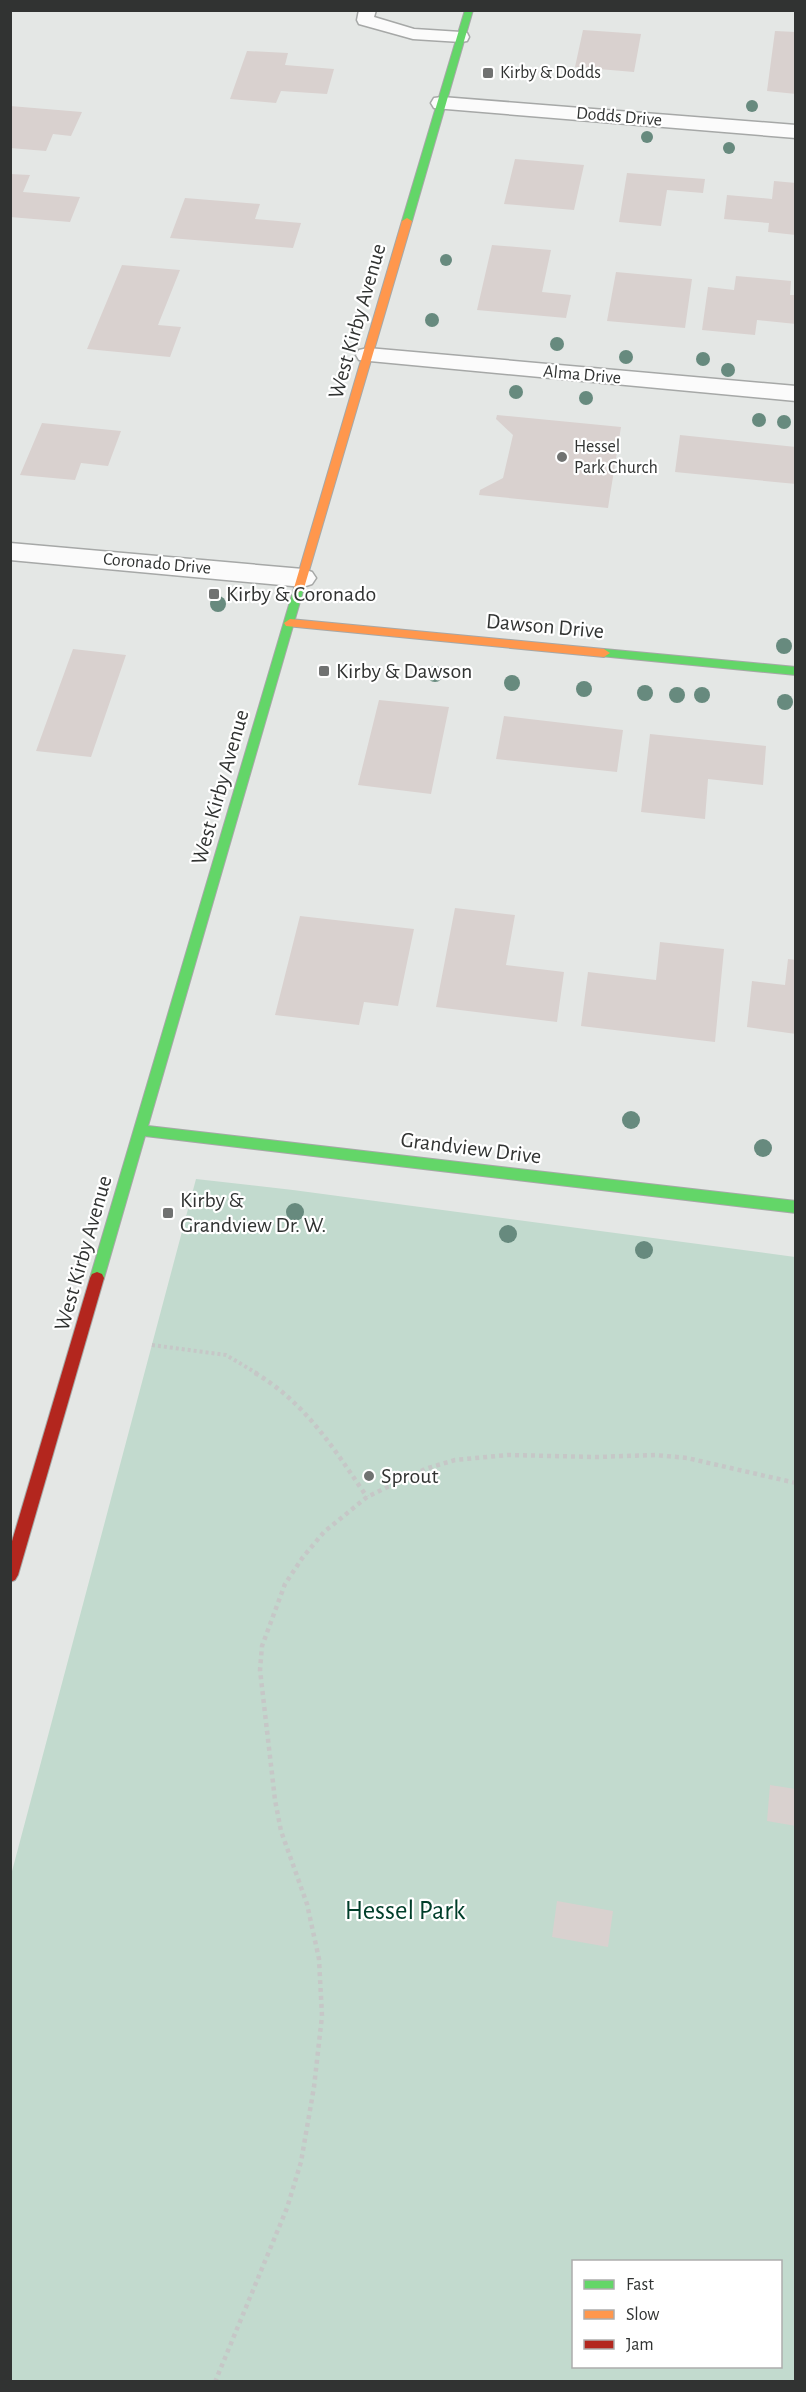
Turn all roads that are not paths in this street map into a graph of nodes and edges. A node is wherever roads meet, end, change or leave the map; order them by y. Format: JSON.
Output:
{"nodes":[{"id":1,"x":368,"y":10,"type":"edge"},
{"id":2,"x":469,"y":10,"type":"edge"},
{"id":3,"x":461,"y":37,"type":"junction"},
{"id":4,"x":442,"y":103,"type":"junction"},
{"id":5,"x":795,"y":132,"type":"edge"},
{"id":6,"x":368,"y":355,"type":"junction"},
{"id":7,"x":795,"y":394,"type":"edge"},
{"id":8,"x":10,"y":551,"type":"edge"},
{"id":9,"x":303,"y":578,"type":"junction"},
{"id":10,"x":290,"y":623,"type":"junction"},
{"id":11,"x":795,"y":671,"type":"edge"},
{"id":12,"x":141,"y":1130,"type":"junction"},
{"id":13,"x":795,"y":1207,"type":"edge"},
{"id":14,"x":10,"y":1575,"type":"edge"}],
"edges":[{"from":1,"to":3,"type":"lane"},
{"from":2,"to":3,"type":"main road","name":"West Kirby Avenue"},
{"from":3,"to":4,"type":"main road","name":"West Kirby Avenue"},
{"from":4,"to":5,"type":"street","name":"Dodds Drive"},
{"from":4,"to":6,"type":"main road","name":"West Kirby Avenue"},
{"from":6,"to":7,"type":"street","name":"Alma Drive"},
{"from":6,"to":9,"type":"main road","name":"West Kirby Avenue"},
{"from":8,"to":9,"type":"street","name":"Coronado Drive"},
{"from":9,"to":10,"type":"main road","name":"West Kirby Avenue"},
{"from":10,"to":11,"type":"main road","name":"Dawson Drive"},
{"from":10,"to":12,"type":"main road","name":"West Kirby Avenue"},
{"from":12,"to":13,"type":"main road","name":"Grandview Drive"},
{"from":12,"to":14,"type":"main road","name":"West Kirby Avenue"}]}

----

When you write out the material again, keep every word exact and omit the pictures.

Turn all roads that are not paths in this street map into a graph of nodes and edges. A node is wherever roads meet, end, change or leave the map; order them by y. Format: JSON.
Output:
{"nodes":[{"id":1,"x":368,"y":10,"type":"edge"},
{"id":2,"x":469,"y":10,"type":"edge"},
{"id":3,"x":461,"y":37,"type":"junction"},
{"id":4,"x":442,"y":103,"type":"junction"},
{"id":5,"x":795,"y":132,"type":"edge"},
{"id":6,"x":368,"y":355,"type":"junction"},
{"id":7,"x":795,"y":394,"type":"edge"},
{"id":8,"x":10,"y":551,"type":"edge"},
{"id":9,"x":303,"y":578,"type":"junction"},
{"id":10,"x":290,"y":623,"type":"junction"},
{"id":11,"x":795,"y":671,"type":"edge"},
{"id":12,"x":141,"y":1130,"type":"junction"},
{"id":13,"x":795,"y":1207,"type":"edge"},
{"id":14,"x":10,"y":1575,"type":"edge"}],
"edges":[{"from":1,"to":3,"type":"lane"},
{"from":2,"to":3,"type":"main road","name":"West Kirby Avenue"},
{"from":3,"to":4,"type":"main road","name":"West Kirby Avenue"},
{"from":4,"to":5,"type":"street","name":"Dodds Drive"},
{"from":4,"to":6,"type":"main road","name":"West Kirby Avenue"},
{"from":6,"to":7,"type":"street","name":"Alma Drive"},
{"from":6,"to":9,"type":"main road","name":"West Kirby Avenue"},
{"from":8,"to":9,"type":"street","name":"Coronado Drive"},
{"from":9,"to":10,"type":"main road","name":"West Kirby Avenue"},
{"from":10,"to":11,"type":"main road","name":"Dawson Drive"},
{"from":10,"to":12,"type":"main road","name":"West Kirby Avenue"},
{"from":12,"to":13,"type":"main road","name":"Grandview Drive"},
{"from":12,"to":14,"type":"main road","name":"West Kirby Avenue"}]}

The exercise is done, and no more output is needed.